I had a grad class with a classic "distracted genius," Nao/mi Sche/man. She did not write a syllabus, or assign books. When she came to class, it was at least half an hour late. She rarely came to class. It was... Not ideal.
Reflecting on the gendered and racialized aspects of the "distracted genius" trope got me thinking about my undergraduate experience.
About midway through my undergraduate degree, I became very depressed. I had a very hard time getting to sleep and, when I did, a very hard time mustering up the will to get myself out of bed in the morning. At some point, I stopped going to class almost entirely except when there were exams. I managed to maintain a reasonably good GPA in this period -- at least above a 3.5. The physics department at my school was really quite bad* so anyone who could consistently pull low A's at least stood out.
So what the professors saw was a white male never coming to class, turning in maybe 80% of his homework and sometimes turning it in two hours after missing class, never going to office hours, and getting very good but not top scores on exams. From their standpoint it looked like I was smart but lazy. But I really was working about as hard as one would need to in order to get good grades on the exams -- probably a little bit harder, since not going to class left me without much guidance with respect to what in the textbooks to focus on, useful information that wasn't in the text, etc. So I think the general impression I left them with was "smart, but lazy, unfocused, and arrogant". But really, I didn't know how to talk to people, how to communicate with people, or how to handle being so depressed all the time. It left a lot of people with really bad impressions of me, I think. In my last year, I finally figured out that I had to just say something, and so I did. I just told all of my professors that I had a really hard time sleeping to the point where I couldn't concentrate or would doze off in class and that I was getting medical help for it (I started doing that around the same time). I let them know ahead of time that I wasn't going to ask for any designated favors with respect to deadlines, but that I was going to be deliberate and strategic about what classes I would miss if, for example, I didn't sleep at all one night -- choosing to miss lectures on material that I was already more familiar with or felt more confident in my ability to do entirely through self-study. That helped, and people were generally pretty nice to me about it, and I was able to go to office hours without feeling as embarrassed and hateful of myself whereas before I had been afraid to go because I was afraid of coming off as either too lazy to just do everything myself or entitled to not show up to class and have everything explained to me.
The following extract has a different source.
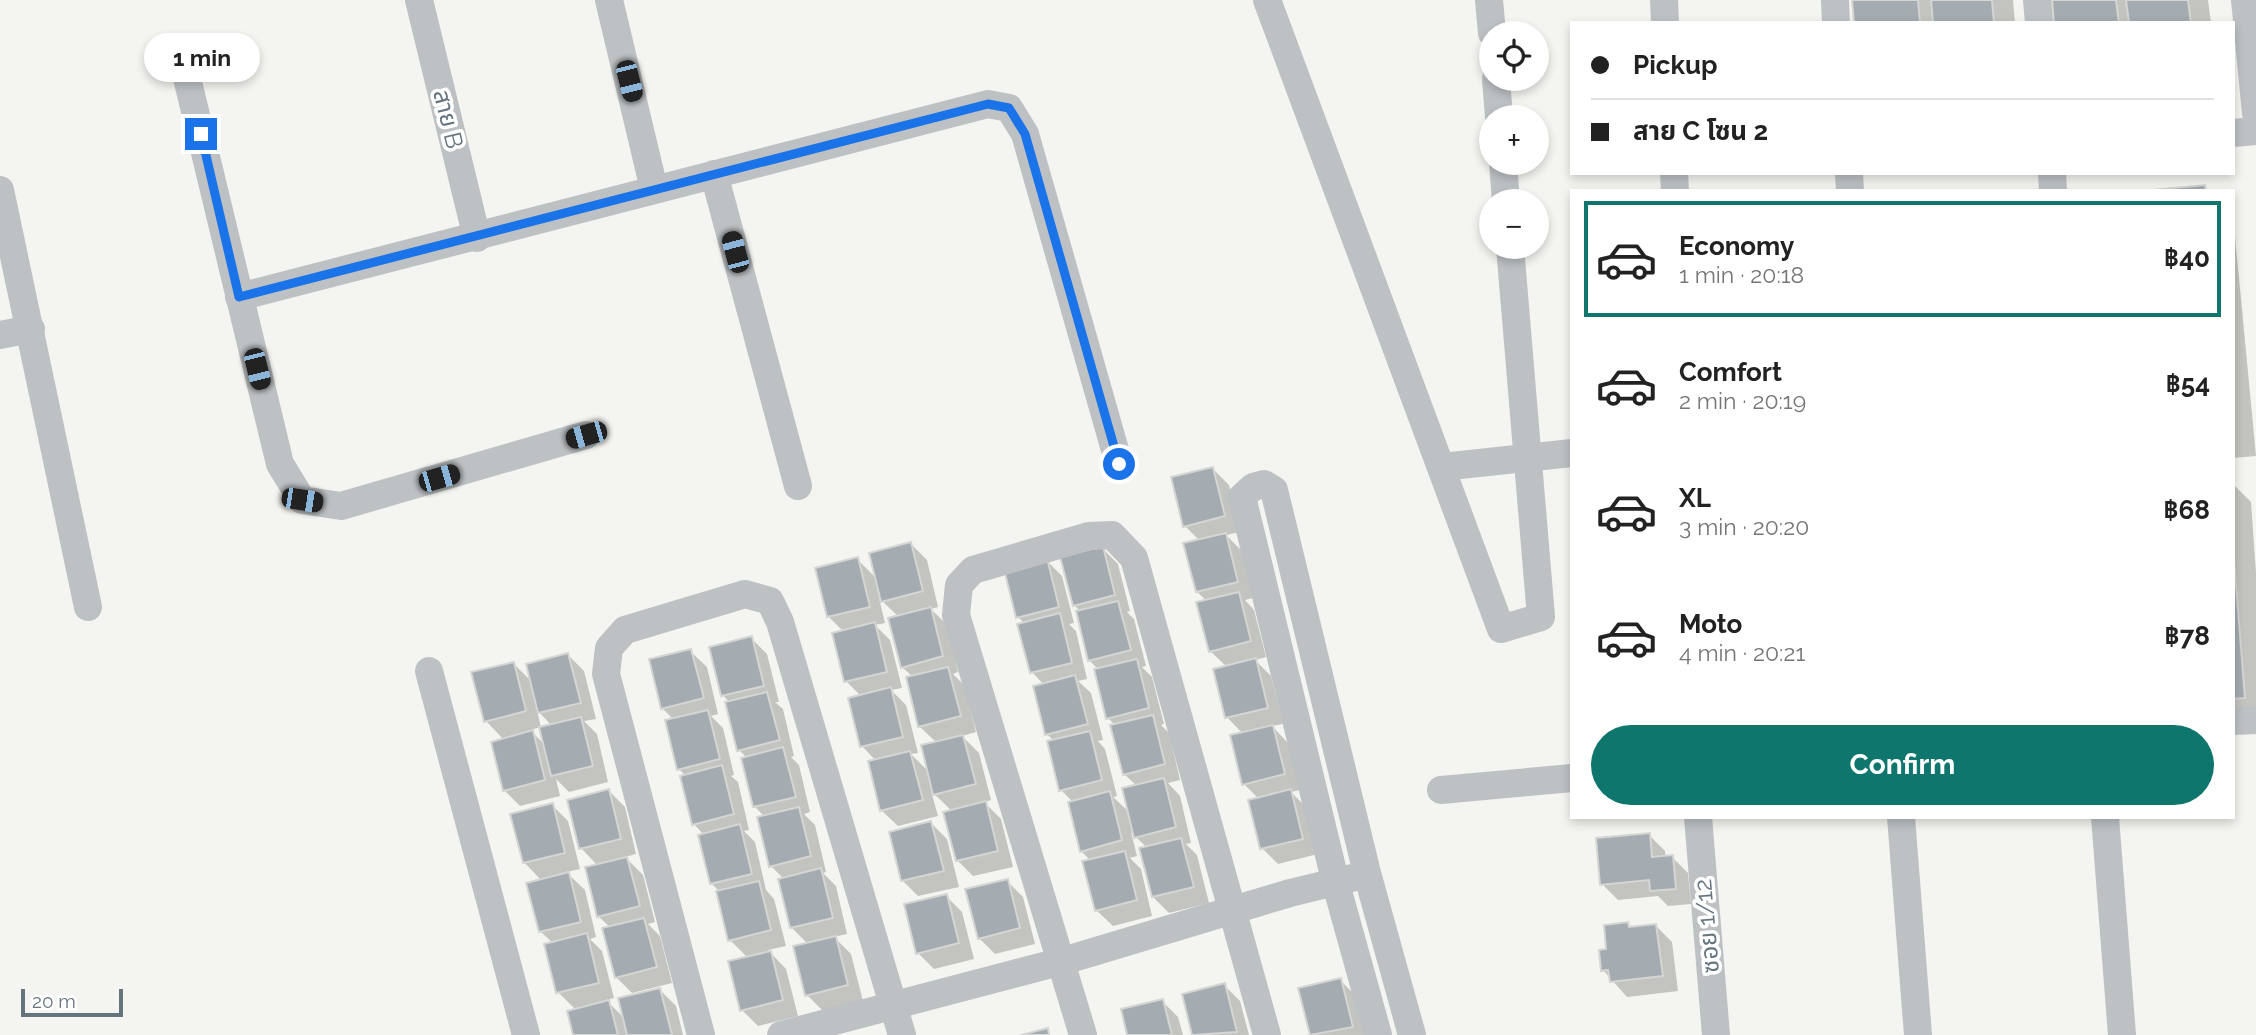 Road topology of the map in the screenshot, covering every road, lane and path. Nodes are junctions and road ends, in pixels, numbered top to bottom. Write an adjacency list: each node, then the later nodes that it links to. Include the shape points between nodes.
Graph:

I'm doing a lot better now. I'm not saying that I wasn't at least kind of lazy, unfocused and arrogant, but once people think that you're smart, failure to succeed looks like a personal moral failing. And I think it's a lot harder to talk to someone or get the help you need when people think that you're a bad person instead of a confused one.
*I know it sounds
*was supposed to be:
"I know it sounds awful to talk about where I went to school that way, but it really was very, very bad.
40: I don't think the smartness/dumbness of the student affects much how I think if the kid doesn't come to class. In other words, if a kid never comes to class, my assumptions about the kid are mostly independent of their performance on the tests. If it's a lower level class, I probably think something like, "this kid really hates math and just wants to be far away" and if it's an upper level class, I think something like, "this kid is maybe unravelling a bit" depending if they seem stressed out or lackadaisacal.
What if they just stopped emailing while working on a dissertation?
Anyway, graduate school didn't do any great favors for my sanity.